[YOUR ASSIGNMENT] The records must be duplicated exactly, with every picture left out.

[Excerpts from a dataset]
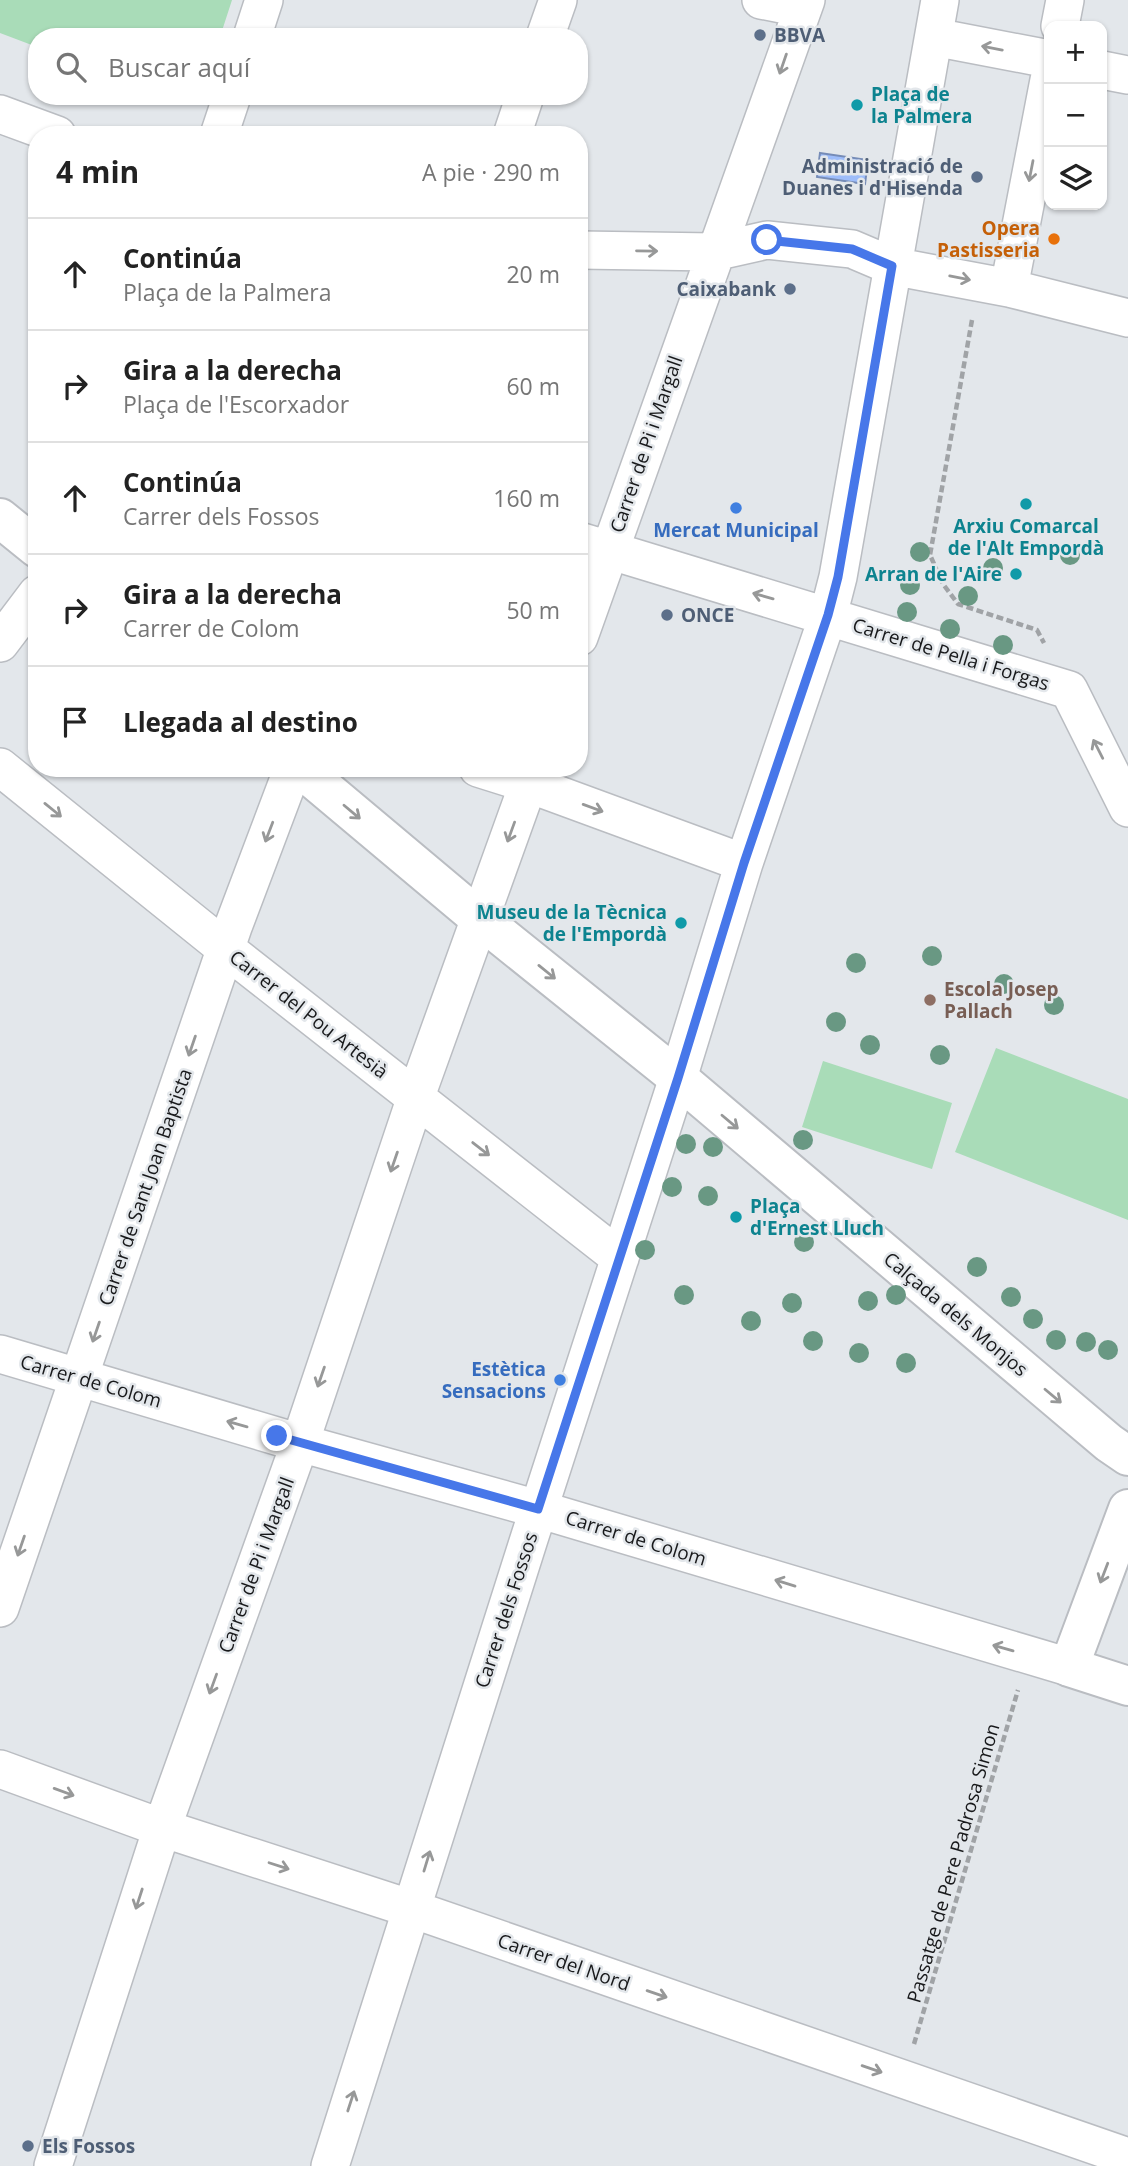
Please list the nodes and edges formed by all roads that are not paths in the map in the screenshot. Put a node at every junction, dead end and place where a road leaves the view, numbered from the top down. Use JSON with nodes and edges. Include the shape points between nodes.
{"nodes":[{"id":1,"x":264,"y":0,"type":"edge"},
{"id":2,"x":558,"y":0,"type":"edge"},
{"id":3,"x":761,"y":0,"type":"edge"},
{"id":4,"x":940,"y":0,"type":"edge"},
{"id":5,"x":1065,"y":0,"type":"edge"},
{"id":6,"x":804,"y":4,"type":"edge"},
{"id":7,"x":1061,"y":21,"type":"edge"},
{"id":8,"x":255,"y":28,"type":"edge"},
{"id":9,"x":548,"y":28,"type":"edge"},
{"id":10,"x":934,"y":37,"type":"junction"},
{"id":11,"x":1044,"y":58,"type":"edge"},
{"id":12,"x":1107,"y":71,"type":"edge"},
{"id":13,"x":1128,"y":75,"type":"edge"},
{"id":14,"x":1048,"y":84,"type":"edge"},
{"id":15,"x":229,"y":105,"type":"edge"},
{"id":16,"x":522,"y":105,"type":"edge"},
{"id":17,"x":0,"y":114,"type":"edge"},
{"id":18,"x":33,"y":126,"type":"edge"},
{"id":19,"x":222,"y":126,"type":"edge"},
{"id":20,"x":515,"y":126,"type":"edge"},
{"id":21,"x":588,"y":250,"type":"edge"},
{"id":22,"x":714,"y":252,"type":"junction"},
{"id":23,"x":892,"y":266,"type":"junction"},
{"id":24,"x":994,"y":285,"type":"junction"},
{"id":25,"x":1128,"y":318,"type":"edge"},
{"id":26,"x":0,"y":518,"type":"edge"},
{"id":27,"x":28,"y":541,"type":"edge"},
{"id":28,"x":594,"y":546,"type":"edge"},
{"id":29,"x":588,"y":582,"type":"edge"},
{"id":30,"x":28,"y":606,"type":"edge"},
{"id":31,"x":828,"y":615,"type":"junction"},
{"id":32,"x":0,"y":643,"type":"edge"},
{"id":33,"x":0,"y":767,"type":"edge"},
{"id":34,"x":290,"y":777,"type":"edge"},
{"id":35,"x":311,"y":777,"type":"edge"},
{"id":36,"x":531,"y":777,"type":"edge"},
{"id":37,"x":533,"y":777,"type":"edge"},
{"id":38,"x":1128,"y":808,"type":"edge"},
{"id":39,"x":744,"y":863,"type":"junction"},
{"id":40,"x":480,"y":919,"type":"junction"},
{"id":41,"x":226,"y":949,"type":"junction"},
{"id":42,"x":678,"y":1078,"type":"junction"},
{"id":43,"x":416,"y":1097,"type":"junction"},
{"id":44,"x":620,"y":1258,"type":"junction"},
{"id":45,"x":0,"y":1354,"type":"edge"},
{"id":46,"x":80,"y":1378,"type":"junction"},
{"id":47,"x":300,"y":1443,"type":"junction"},
{"id":48,"x":1128,"y":1456,"type":"edge"},
{"id":49,"x":538,"y":1509,"type":"junction"},
{"id":50,"x":1128,"y":1509,"type":"edge"},
{"id":51,"x":0,"y":1608,"type":"edge"},
{"id":52,"x":1069,"y":1667,"type":"junction"},
{"id":53,"x":1128,"y":1686,"type":"edge"},
{"id":54,"x":0,"y":1769,"type":"edge"},
{"id":55,"x":162,"y":1828,"type":"junction"},
{"id":56,"x":412,"y":1909,"type":"junction"},
{"id":57,"x":1128,"y":2157,"type":"edge"},
{"id":58,"x":53,"y":2166,"type":"edge"},
{"id":59,"x":330,"y":2166,"type":"edge"}],
"edges":[{"from":1,"to":8,"type":"street"},
{"from":2,"to":9,"type":"street"},
{"from":3,"to":6,"type":"street"},
{"from":4,"to":10,"type":"street"},
{"from":5,"to":7,"type":"street"},
{"from":6,"to":22,"type":"street","one_way":true},
{"from":11,"to":10,"type":"street","one_way":true},
{"from":10,"to":23,"type":"street"},
{"from":12,"to":13,"type":"street"},
{"from":14,"to":24,"type":"street","one_way":true},
{"from":15,"to":19,"type":"street"},
{"from":16,"to":20,"type":"street"},
{"from":17,"to":18,"type":"street"},
{"from":21,"to":22,"type":"street","one_way":true},
{"from":22,"to":23,"type":"street","via":[[767,240],[852,249]]},
{"from":22,"to":28,"type":"street","name":"Carrer de Pi i Margall","via":[[654,422]]},
{"from":23,"to":24,"type":"street","one_way":true},
{"from":23,"to":31,"type":"street","name":"Carrer dels Fossos"},
{"from":24,"to":25,"type":"street"},
{"from":26,"to":27,"type":"street"},
{"from":28,"to":29,"type":"street","name":"Carrer de Pi i Margall"},
{"from":31,"to":28,"type":"street","name":"Carrer de Pella i Forgas","one_way":true},
{"from":30,"to":32,"type":"street"},
{"from":38,"to":31,"type":"street","name":"Carrer de Pella i Forgas","one_way":true,"via":[[1069,690]]},
{"from":31,"to":39,"type":"street","name":"Carrer dels Fossos"},
{"from":33,"to":41,"type":"street","name":"Carrer del Pou Artesià","one_way":true},
{"from":34,"to":41,"type":"street","name":"Carrer de Sant Joan Baptista","one_way":true},
{"from":35,"to":40,"type":"street","name":"Calçada dels Monjos","one_way":true},
{"from":36,"to":40,"type":"street","name":"Carrer de Pi i Margall","one_way":true},
{"from":37,"to":39,"type":"street","one_way":true},
{"from":39,"to":42,"type":"street","name":"Carrer dels Fossos"},
{"from":40,"to":42,"type":"street","name":"Calçada dels Monjos","one_way":true},
{"from":40,"to":43,"type":"street","name":"Carrer de Pi i Margall"},
{"from":41,"to":43,"type":"street","name":"Carrer del Pou Artesià"},
{"from":41,"to":46,"type":"street","name":"Carrer de Sant Joan Baptista","one_way":true},
{"from":42,"to":44,"type":"street","name":"Carrer dels Fossos"},
{"from":42,"to":48,"type":"street","name":"Calçada dels Monjos","one_way":true},
{"from":43,"to":44,"type":"street","name":"Carrer del Pou Artesià","one_way":true},
{"from":43,"to":47,"type":"street","name":"Carrer de Pi i Margall","one_way":true},
{"from":44,"to":49,"type":"street","name":"Carrer dels Fossos"},
{"from":45,"to":46,"type":"street","name":"Carrer de Colom"},
{"from":47,"to":46,"type":"street","name":"Carrer de Colom","one_way":true},
{"from":46,"to":51,"type":"street","name":"Carrer de Sant Joan Baptista","one_way":true},
{"from":47,"to":49,"type":"street","name":"Carrer de Colom"},
{"from":47,"to":55,"type":"street","name":"Carrer de Pi i Margall","one_way":true},
{"from":52,"to":49,"type":"street","name":"Carrer de Colom","one_way":true},
{"from":56,"to":49,"type":"street","name":"Carrer dels Fossos","one_way":true},
{"from":50,"to":52,"type":"street","one_way":true},
{"from":52,"to":53,"type":"street"},
{"from":54,"to":55,"type":"street","name":"Carrer del Nord","one_way":true},
{"from":55,"to":56,"type":"street","name":"Carrer del Nord","one_way":true},
{"from":55,"to":58,"type":"street","name":"Carrer de Pi i Margall","one_way":true},
{"from":56,"to":57,"type":"street","name":"Carrer del Nord","one_way":true},
{"from":59,"to":56,"type":"street","name":"Carrer dels Fossos","one_way":true}]}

[YOUR RESPONSE]
Please list the nodes and edges formed by all roads that are not paths in the map in the screenshot. Put a node at every junction, dead end and place where a road leaves the view, numbered from the top down. Use JSON with nodes and edges. Include the shape points between nodes.
{"nodes":[{"id":1,"x":264,"y":0,"type":"edge"},
{"id":2,"x":558,"y":0,"type":"edge"},
{"id":3,"x":761,"y":0,"type":"edge"},
{"id":4,"x":940,"y":0,"type":"edge"},
{"id":5,"x":1065,"y":0,"type":"edge"},
{"id":6,"x":804,"y":4,"type":"edge"},
{"id":7,"x":1061,"y":21,"type":"edge"},
{"id":8,"x":255,"y":28,"type":"edge"},
{"id":9,"x":548,"y":28,"type":"edge"},
{"id":10,"x":934,"y":37,"type":"junction"},
{"id":11,"x":1044,"y":58,"type":"edge"},
{"id":12,"x":1107,"y":71,"type":"edge"},
{"id":13,"x":1128,"y":75,"type":"edge"},
{"id":14,"x":1048,"y":84,"type":"edge"},
{"id":15,"x":229,"y":105,"type":"edge"},
{"id":16,"x":522,"y":105,"type":"edge"},
{"id":17,"x":0,"y":114,"type":"edge"},
{"id":18,"x":33,"y":126,"type":"edge"},
{"id":19,"x":222,"y":126,"type":"edge"},
{"id":20,"x":515,"y":126,"type":"edge"},
{"id":21,"x":588,"y":250,"type":"edge"},
{"id":22,"x":714,"y":252,"type":"junction"},
{"id":23,"x":892,"y":266,"type":"junction"},
{"id":24,"x":994,"y":285,"type":"junction"},
{"id":25,"x":1128,"y":318,"type":"edge"},
{"id":26,"x":0,"y":518,"type":"edge"},
{"id":27,"x":28,"y":541,"type":"edge"},
{"id":28,"x":594,"y":546,"type":"edge"},
{"id":29,"x":588,"y":582,"type":"edge"},
{"id":30,"x":28,"y":606,"type":"edge"},
{"id":31,"x":828,"y":615,"type":"junction"},
{"id":32,"x":0,"y":643,"type":"edge"},
{"id":33,"x":0,"y":767,"type":"edge"},
{"id":34,"x":290,"y":777,"type":"edge"},
{"id":35,"x":311,"y":777,"type":"edge"},
{"id":36,"x":531,"y":777,"type":"edge"},
{"id":37,"x":533,"y":777,"type":"edge"},
{"id":38,"x":1128,"y":808,"type":"edge"},
{"id":39,"x":744,"y":863,"type":"junction"},
{"id":40,"x":480,"y":919,"type":"junction"},
{"id":41,"x":226,"y":949,"type":"junction"},
{"id":42,"x":678,"y":1078,"type":"junction"},
{"id":43,"x":416,"y":1097,"type":"junction"},
{"id":44,"x":620,"y":1258,"type":"junction"},
{"id":45,"x":0,"y":1354,"type":"edge"},
{"id":46,"x":80,"y":1378,"type":"junction"},
{"id":47,"x":300,"y":1443,"type":"junction"},
{"id":48,"x":1128,"y":1456,"type":"edge"},
{"id":49,"x":538,"y":1509,"type":"junction"},
{"id":50,"x":1128,"y":1509,"type":"edge"},
{"id":51,"x":0,"y":1608,"type":"edge"},
{"id":52,"x":1069,"y":1667,"type":"junction"},
{"id":53,"x":1128,"y":1686,"type":"edge"},
{"id":54,"x":0,"y":1769,"type":"edge"},
{"id":55,"x":162,"y":1828,"type":"junction"},
{"id":56,"x":412,"y":1909,"type":"junction"},
{"id":57,"x":1128,"y":2157,"type":"edge"},
{"id":58,"x":53,"y":2166,"type":"edge"},
{"id":59,"x":330,"y":2166,"type":"edge"}],
"edges":[{"from":1,"to":8,"type":"street"},
{"from":2,"to":9,"type":"street"},
{"from":3,"to":6,"type":"street"},
{"from":4,"to":10,"type":"street"},
{"from":5,"to":7,"type":"street"},
{"from":6,"to":22,"type":"street","one_way":true},
{"from":11,"to":10,"type":"street","one_way":true},
{"from":10,"to":23,"type":"street"},
{"from":12,"to":13,"type":"street"},
{"from":14,"to":24,"type":"street","one_way":true},
{"from":15,"to":19,"type":"street"},
{"from":16,"to":20,"type":"street"},
{"from":17,"to":18,"type":"street"},
{"from":21,"to":22,"type":"street","one_way":true},
{"from":22,"to":23,"type":"street","via":[[767,240],[852,249]]},
{"from":22,"to":28,"type":"street","name":"Carrer de Pi i Margall","via":[[654,422]]},
{"from":23,"to":24,"type":"street","one_way":true},
{"from":23,"to":31,"type":"street","name":"Carrer dels Fossos"},
{"from":24,"to":25,"type":"street"},
{"from":26,"to":27,"type":"street"},
{"from":28,"to":29,"type":"street","name":"Carrer de Pi i Margall"},
{"from":31,"to":28,"type":"street","name":"Carrer de Pella i Forgas","one_way":true},
{"from":30,"to":32,"type":"street"},
{"from":38,"to":31,"type":"street","name":"Carrer de Pella i Forgas","one_way":true,"via":[[1069,690]]},
{"from":31,"to":39,"type":"street","name":"Carrer dels Fossos"},
{"from":33,"to":41,"type":"street","name":"Carrer del Pou Artesià","one_way":true},
{"from":34,"to":41,"type":"street","name":"Carrer de Sant Joan Baptista","one_way":true},
{"from":35,"to":40,"type":"street","name":"Calçada dels Monjos","one_way":true},
{"from":36,"to":40,"type":"street","name":"Carrer de Pi i Margall","one_way":true},
{"from":37,"to":39,"type":"street","one_way":true},
{"from":39,"to":42,"type":"street","name":"Carrer dels Fossos"},
{"from":40,"to":42,"type":"street","name":"Calçada dels Monjos","one_way":true},
{"from":40,"to":43,"type":"street","name":"Carrer de Pi i Margall"},
{"from":41,"to":43,"type":"street","name":"Carrer del Pou Artesià"},
{"from":41,"to":46,"type":"street","name":"Carrer de Sant Joan Baptista","one_way":true},
{"from":42,"to":44,"type":"street","name":"Carrer dels Fossos"},
{"from":42,"to":48,"type":"street","name":"Calçada dels Monjos","one_way":true},
{"from":43,"to":44,"type":"street","name":"Carrer del Pou Artesià","one_way":true},
{"from":43,"to":47,"type":"street","name":"Carrer de Pi i Margall","one_way":true},
{"from":44,"to":49,"type":"street","name":"Carrer dels Fossos"},
{"from":45,"to":46,"type":"street","name":"Carrer de Colom"},
{"from":47,"to":46,"type":"street","name":"Carrer de Colom","one_way":true},
{"from":46,"to":51,"type":"street","name":"Carrer de Sant Joan Baptista","one_way":true},
{"from":47,"to":49,"type":"street","name":"Carrer de Colom"},
{"from":47,"to":55,"type":"street","name":"Carrer de Pi i Margall","one_way":true},
{"from":52,"to":49,"type":"street","name":"Carrer de Colom","one_way":true},
{"from":56,"to":49,"type":"street","name":"Carrer dels Fossos","one_way":true},
{"from":50,"to":52,"type":"street","one_way":true},
{"from":52,"to":53,"type":"street"},
{"from":54,"to":55,"type":"street","name":"Carrer del Nord","one_way":true},
{"from":55,"to":56,"type":"street","name":"Carrer del Nord","one_way":true},
{"from":55,"to":58,"type":"street","name":"Carrer de Pi i Margall","one_way":true},
{"from":56,"to":57,"type":"street","name":"Carrer del Nord","one_way":true},
{"from":59,"to":56,"type":"street","name":"Carrer dels Fossos","one_way":true}]}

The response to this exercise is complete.